Em 2016, Paula Gaitán dirigiu o longa Sutis Interferências, uma espécie de filme No Wave para o músico Arto Lindsay. Uma dissonante versão de Blank Generation (Amos Poe, 1976). Um ano depois, nasce o seu filme complementar: Inaudito investiga as mesmas dissonâncias por caminhos inversos através da figura de Lanny Gordin. O filme apresenta o protagonista através de uma cartela, mostrando sua importância no processo de transformação de músicos como Gal Costa e Gilberto Gil. Em diante, o que se vê é puro encadeamento de signos e sensações.

A Lanny Gordin está a câmera; para nós, sua liberdade – uma liberdade desafinada, mas que o próprio diz apreciar. A Gregório Gananian cabe levar uma reserva de experimentos como forma de ilustrar o estado de espírito de seu protagonista durante a odisseia de Gordin na China (país de nascimento) e Brasil (país de amadurecimento).
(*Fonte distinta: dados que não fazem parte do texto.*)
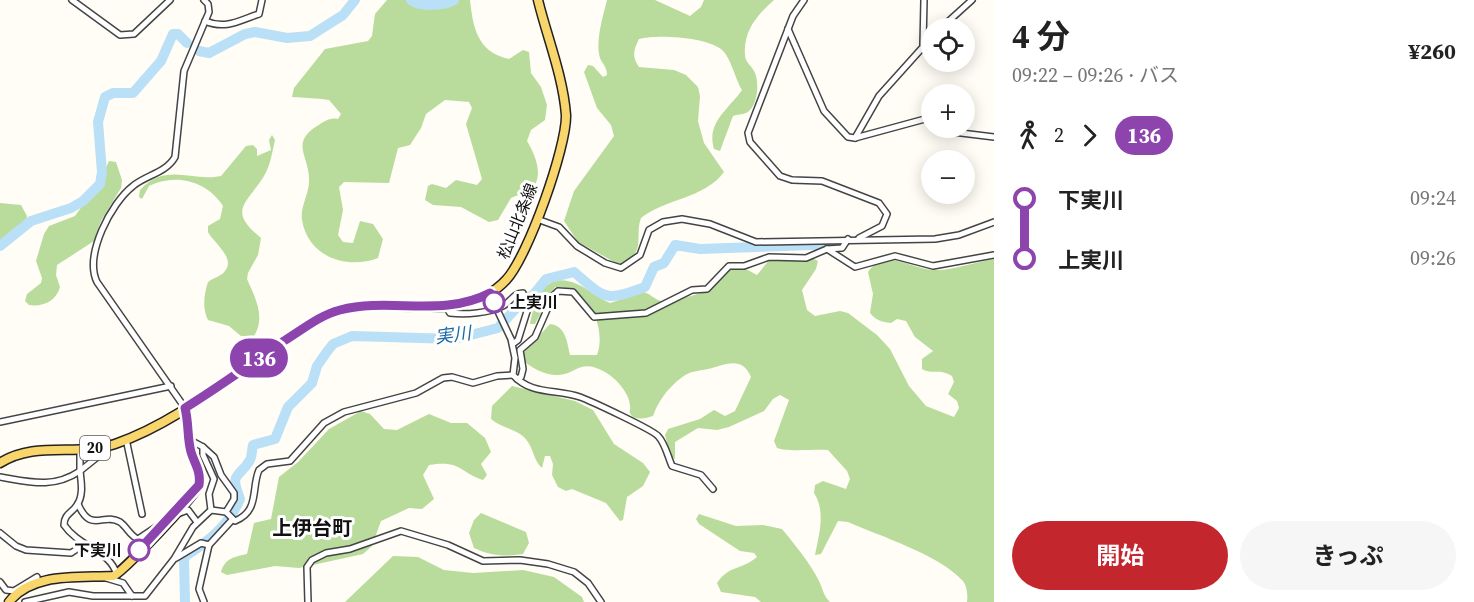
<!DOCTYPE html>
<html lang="ja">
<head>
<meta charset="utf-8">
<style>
  body { margin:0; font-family:"Source Serif 4","Noto Sans JP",serif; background:#f6f6f6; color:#222; height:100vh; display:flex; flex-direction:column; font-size:22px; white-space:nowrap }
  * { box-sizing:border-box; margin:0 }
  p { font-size:20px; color:#767676 }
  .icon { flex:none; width:33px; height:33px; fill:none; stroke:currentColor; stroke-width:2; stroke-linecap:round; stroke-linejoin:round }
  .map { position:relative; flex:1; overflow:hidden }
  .details { display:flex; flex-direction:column; background:#fff; width:480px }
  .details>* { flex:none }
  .badge { padding:0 12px; border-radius:20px; font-size:21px; line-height:39px }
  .fabs { position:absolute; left:921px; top:18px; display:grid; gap:12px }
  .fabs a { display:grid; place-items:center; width:54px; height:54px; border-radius:50%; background:#fff; box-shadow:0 3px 15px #0003; font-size:30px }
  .map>.badge { position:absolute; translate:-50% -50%; box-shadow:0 0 0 3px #fff }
  .legs { display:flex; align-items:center; gap:9px; height:66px; padding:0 18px; font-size:20px }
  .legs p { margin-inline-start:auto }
  .overview { display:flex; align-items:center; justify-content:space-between; height:102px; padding:0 18px }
  h1 { font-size:33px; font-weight:700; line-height:45px }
  .action { display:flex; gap:12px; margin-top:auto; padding:12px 18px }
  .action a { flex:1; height:69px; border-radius:36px; background:#c4262e; color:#fff; font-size:24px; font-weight:700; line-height:69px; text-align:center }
  .action a+a { background:#f6f6f6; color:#222 }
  ul { padding:0 18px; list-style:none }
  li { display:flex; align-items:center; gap:21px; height:60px; font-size:22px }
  li i { display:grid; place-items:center; width:9px; height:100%; margin:0 8px; background:currentColor }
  li i::after { content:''; width:15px; height:15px; margin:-8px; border:4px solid; border-radius:50%; background:#fff }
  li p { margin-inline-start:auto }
  li:first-child i { background:linear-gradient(#0000 50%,currentColor 0) }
  li:last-child i { background:linear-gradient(currentColor 50%,#0000 0) }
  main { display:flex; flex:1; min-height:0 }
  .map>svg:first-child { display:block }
  .forest { fill:#b9dc9c }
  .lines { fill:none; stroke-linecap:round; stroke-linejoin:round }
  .river { stroke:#b9e0f7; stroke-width:10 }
  .minor-casing { stroke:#444; stroke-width:8 }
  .primary-casing { stroke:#222; stroke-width:11 }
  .minor { stroke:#fff; stroke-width:5 }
  .primary { stroke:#f9d66b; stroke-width:8 }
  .minor-bridge-casing { stroke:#444; stroke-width:8; stroke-linecap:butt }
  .minor-bridge { stroke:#fff; stroke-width:5 }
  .line-1-casing { stroke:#fff; stroke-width:14 }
  .line-1 { stroke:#8e44ad; stroke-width:9 }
  .stop-1-dot { fill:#fff; stroke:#8e44ad; stroke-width:3 }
  .labels { text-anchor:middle; stroke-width:6; stroke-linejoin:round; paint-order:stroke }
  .shield { fill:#fff; stroke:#585858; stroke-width:1.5 }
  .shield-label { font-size:15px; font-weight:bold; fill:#111 }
  .street-label { font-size:16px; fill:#111; stroke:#fff }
  .stop-label { font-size:16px; font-weight:bold; fill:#111; stroke:#fff; text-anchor:start }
  .water-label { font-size:18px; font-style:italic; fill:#1768a6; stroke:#fff }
  .quarter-label { font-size:20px; font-weight:bold; fill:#111; stroke:#fff }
</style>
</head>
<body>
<main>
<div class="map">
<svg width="994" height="602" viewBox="0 0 994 602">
  <rect width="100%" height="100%" fill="#fffdf5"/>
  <g class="forest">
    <path d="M387 0H418L437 6 450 0H470C473 27 477 52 509 59L523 50 529 52 531 73 541 87 547 105 545 120 531 130 527 141C535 154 546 179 529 191 524 194 517 195 511 198L498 220 489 222 461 207 433 205 425 200 428 186 432 184 446 188 456 180 477 185 482 179 466 124 472 108 469 102 445 100 426 114 421 128 410 145 398 148 389 183 344 182 339 187 343 210 338 235 343 242 353 243 360 221 373 224 383 239 378 258C347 270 308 257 302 220 300 206 310 193 309 179 309 156 290 143 317 126 324 122 329 117 338 119L341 114 329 100C316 98 305 98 292 97L294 88 325 49 368 41 372 36 375 14Z"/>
    <path d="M607 0H655L690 16 701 7 704 0H774C757 15 743 31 745 55 745 62 751 65 754 71 760 81 758 108 746 113 742 115 737 114 733 116L720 151 714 149C706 122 729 109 742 90 735 79 731 57 721 49 705 37 658 34 639 39 633 51 632 57 639 67L674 70 686 75 698 87 700 96 698 121 704 143 724 172C704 199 666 198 641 218 634 237 648 255 618 264L578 242 564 221 574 191 614 136 611 125 597 108 584 72 588 65 593 66 603 77 607 75C607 67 603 65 600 58 595 42 603 16 607 0Z"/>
    <path d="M272 135 275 140C272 152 271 164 264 176 246 205 227 210 261 238L258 255 248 273 247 279C255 297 266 317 254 336H241L229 326 208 320C202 308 204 294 208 282 213 278 222 276 225 271 236 258 213 242 208 232V226L220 219 223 206C207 181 176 173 149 186L142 199 139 197 140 190C166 162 190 182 221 176L246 146 253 145 257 149V156L271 150 269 140Z"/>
    <path d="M109 161 116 162 122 180 121 188 101 221 94 241 57 265 56 275 60 287C56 302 42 307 29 305L25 301 27 294 41 283 42 278 36 261 44 234 49 226 75 216 101 179Z"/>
    <path d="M0 203 21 205 27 216 25 224 0 246Z"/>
    <path d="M770 259H814L818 261 816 269 802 290 807 310 815 316 840 311 848 313 877 335 890 349 909 386 926 406 954 417 959 408 957 401 948 394 954 382 952 376C940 368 931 375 922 369V359L933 351 915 337 906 321 897 319 891 323C881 322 876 320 870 313L873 294 868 272C886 247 910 269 933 270 952 271 975 262 994 259V602H967C968 595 967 585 962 580 939 555 880 536 848 522L838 521 821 554 815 555C819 535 826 511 814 493L815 485 823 481 846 489 850 479 847 471 828 450C814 449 786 452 777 448L774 441 789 400 780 395 773 399 764 411 729 427 717 430 698 428 675 442V459L671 457 665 435 668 429 700 419 714 410 725 416 735 411 751 377C742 355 725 365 708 369 698 371 689 371 681 378 669 387 658 401 653 416 647 418 636 421 631 415 628 411 631 411 630 406 630 393 614 376 603 371 579 359 577 374 559 375 547 376 530 368 522 359L523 353 550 324C566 326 567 342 570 355H597C607 328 588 285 555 287L535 324H530C535 298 545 270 577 284 589 289 598 298 610 303L644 292C650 294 656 300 661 301 674 304 694 293 708 292L730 269 744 268 757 275Z"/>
    <path d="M512 386 575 401 593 410 614 444 643 463 650 472 643 486 627 497 623 520 620 521 606 503 572 489 566 491 558 487 552 475 553 464 550 456H545L542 468C534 461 534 451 528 442 520 429 502 429 491 419L492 406Z"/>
    <path d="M361 411 370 414 384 429 397 430 429 414 451 423H467L485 438 491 452 481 464 487 475 483 480C458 472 462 460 429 465L423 475 434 499 422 509 409 508 381 521 372 546 363 554 299 568 275 566 227 575 221 572C225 558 234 557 247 554L254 523 271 519 279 477 298 462 329 429Z"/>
    <path d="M481 513 526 532 529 543 523 554C505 557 491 556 474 548L469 533 474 520Z"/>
    <path d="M699 514 736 526 763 525 782 529C795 545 810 563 819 581 823 589 823 595 830 602H761L755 597 721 592 717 583C729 565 742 570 757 557L754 553 740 551 699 524 696 519Z"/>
    <path d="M393 556 418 557 444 570 473 573 523 570 554 577 582 597 584 602H345Z"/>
  </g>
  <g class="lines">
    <g class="river">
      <path d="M411 0C420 7 443 6 454 0"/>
      <path d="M199 51 209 53 245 34 255 32 287 38 310 36 343 15 355 0"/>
      <path d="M0 246 31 221 71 208 83 201 100 184 102 172 98 122 105 97 113 93H133L161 61 173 34H178L187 43"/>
      <path d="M185 602 184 557C208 542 229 525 240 499 229 471 239 479 250 460 252 456 252 449 253 445L275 439 288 407 312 383 317 366 326 353 333 344 352 336 455 339 498 328 519 305 534 294 546 279 574 272C606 299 604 302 645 287L654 267 664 263 675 245 700 249 840 244"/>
    </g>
    <defs>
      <g id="minor">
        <path d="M72 0 120 35 134 34 170 0"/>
        <path d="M804 0 793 16 748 133 750 142 780 176 792 180 822 181 879 203 887 214 882 226 859 238"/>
        <path d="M205 21C226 30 240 20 259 14L262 0"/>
        <path d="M941 28 972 0"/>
        <path d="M788 29 824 111 848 137 855 138 925 119 932 122"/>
        <path d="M923 45 924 0"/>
        <path d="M943 128 953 132 994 137"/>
        <path d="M855 138 879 96 932 37"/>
        <path d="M537 219 559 227 577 246 605 263 621 268 640 255 649 230 663 222 682 219 710 224 756 242 935 239 959 235 994 222"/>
        <path d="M827 249 855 267 895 256 933 266 994 255"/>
        <path d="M446 307 450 313C466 315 489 313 503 306 511 302 513 293 523 293L529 305 518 340 514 343"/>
        <path d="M511 339 515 358 513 375C531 395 556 389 580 397 591 401 653 430 658 436 665 443 668 457 672 466L701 475 713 489"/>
        <path d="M517 379 521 377 523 369 520 350 535 337 553 296 558 291 573 292 594 317 646 313 692 290 707 289 729 266H744L769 257 806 258 827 249 842 248 848 239"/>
        <path d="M185 408 97 282C84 255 111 203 133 186 146 175 166 173 175 157L184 71 209 12 208 4 204 0"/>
        <path d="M0 422 171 386"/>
        <path d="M126 439 142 514"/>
        <path d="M203 447 214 457 221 475 234 493V499L226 512"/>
        <path d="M100 455 80 471C81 481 84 495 77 505 72 513 64 514 64 525 80 548 110 550 117 575"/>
        <path d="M0 477C30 482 53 489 80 471V448"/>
        <path d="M78 504C91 534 103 512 120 522 127 527 130 536 138 539L165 521"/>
        <path d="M211 510 226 512 235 521C260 511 251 488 259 470L267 464 290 461 324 423 344 412 416 393 443 378 452 377 473 383 497 376 513 375"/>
        <path d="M180 513 188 510 197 522"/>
        <path d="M0 533 16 546 26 550 71 553 83 545"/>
        <path d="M209 545 232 520"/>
        <path d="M176 558 201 543 209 545 199 589 204 602"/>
        <path d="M106 578 123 583 132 596"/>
        <path d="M0 582 6 590 14 591 37 577"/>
        <path d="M25 602 69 592 93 596H145L174 559 193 527 211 510 209 494 214 479 203 455V447L190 440"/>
        <path d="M308 602 307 567 312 560 326 553 350 549 401 531 448 545 483 561 520 560 548 564 574 572 588 583 601 602"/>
      </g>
      <g id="primary">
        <path d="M0 463C36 440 77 457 115 444 173 424 224 382 274 348 292 336 309 323 328 314 370 295 419 315 463 304 479 300 495 292 506 280 528 257 567 146 566 115 563 76 547 37 538 0"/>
        <path d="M9 602C32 572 79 578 113 576 122 573 196 495 199 485 203 471 193 462 191 450 188 435 189 422 185 408"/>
      </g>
    </defs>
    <use href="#minor" class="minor-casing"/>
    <use href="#primary" class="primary-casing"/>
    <use href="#minor" class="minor"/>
    <use href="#primary" class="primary"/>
    <defs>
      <path id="minor-bridge" d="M494 303 511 339"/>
    </defs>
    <use href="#minor-bridge" class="minor-bridge-casing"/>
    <use href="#minor-bridge" class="minor-bridge"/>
  </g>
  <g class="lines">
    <defs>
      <path id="line-1" d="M139 550 199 485C201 471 195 465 191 452 187 438 189 423 185 408 219 387 251 364 284 341 302 330 320 315 340 310 391 297 442 318 490 293L494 302"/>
    </defs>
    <use href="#line-1" class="line-1-casing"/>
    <use href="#line-1" class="line-1"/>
  </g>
  <g class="stop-1-dot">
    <circle cx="494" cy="302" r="10"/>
    <circle cx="139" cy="550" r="10"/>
  </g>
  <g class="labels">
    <rect class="shield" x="80" y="436" width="30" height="24" rx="4.5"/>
    <g class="shield-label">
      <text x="95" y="453">20</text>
    </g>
    <g class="street-label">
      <text transform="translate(517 221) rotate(-68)" y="6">松山北条線</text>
    </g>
    <g class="stop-label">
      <text x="510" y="308">上実川</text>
      <text x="122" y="556" text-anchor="end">下実川</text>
    </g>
    <g class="water-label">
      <text transform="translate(453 335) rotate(-7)" y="6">実川</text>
    </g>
    <g class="quarter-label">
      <text x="312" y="535">上伊台町</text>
    </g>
  </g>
</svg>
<div class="fabs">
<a><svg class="icon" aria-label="locate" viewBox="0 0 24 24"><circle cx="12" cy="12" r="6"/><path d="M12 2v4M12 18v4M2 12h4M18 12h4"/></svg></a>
<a>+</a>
<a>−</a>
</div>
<b class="badge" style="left:259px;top:358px;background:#8e44ad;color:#fff">136</b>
</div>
<section class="details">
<div class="overview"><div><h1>4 分</h1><p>09:22 – 09:26 · バス</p></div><b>¥260</b></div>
<div class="legs"><svg class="icon" aria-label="walk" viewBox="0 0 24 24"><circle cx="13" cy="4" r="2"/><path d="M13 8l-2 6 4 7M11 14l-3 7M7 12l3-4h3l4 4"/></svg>2<svg class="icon" aria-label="forward" viewBox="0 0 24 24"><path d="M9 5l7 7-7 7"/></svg><b class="badge" style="background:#8e44ad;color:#fff">136</b></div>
<ul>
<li><i style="color:#8e44ad"></i><b>下実川</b><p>09:24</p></li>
<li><i style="color:#8e44ad"></i><b>上実川</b><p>09:26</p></li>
</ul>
<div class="action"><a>開始</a><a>きっぷ</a></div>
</section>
</main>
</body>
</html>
Surpreende que em Inaudito há um filme de ficção incompleto; uma compilação de momentos e performances que cabem à sugestão de uma antologia sensorial.

Embaraçados, o “filme aberto” e a “ficção” servem mais como uma oferta ao seu objeto de análise que um grande tributo. Lanny, em seu mundo free justifica qualquer tentativa de Gananian de se aproximar deste núcleo que o personagem apresenta – ou diz apresentar – à sua maneira. Sentenças e mais sentenças, uma maneira de dialética a favor do que a câmera busca – ou teima em buscar.

Inaudito não é um filme de progressões; ele vai ao extremo oposto, no princípio de performances monocórdicas e carregado de uma certa nostalgia nas palavras de Lanny Gordin. O que o personagem estima é a liberdade e o que Gananian faz é achar as formas e meios de encontra-la ao recuperar sua história.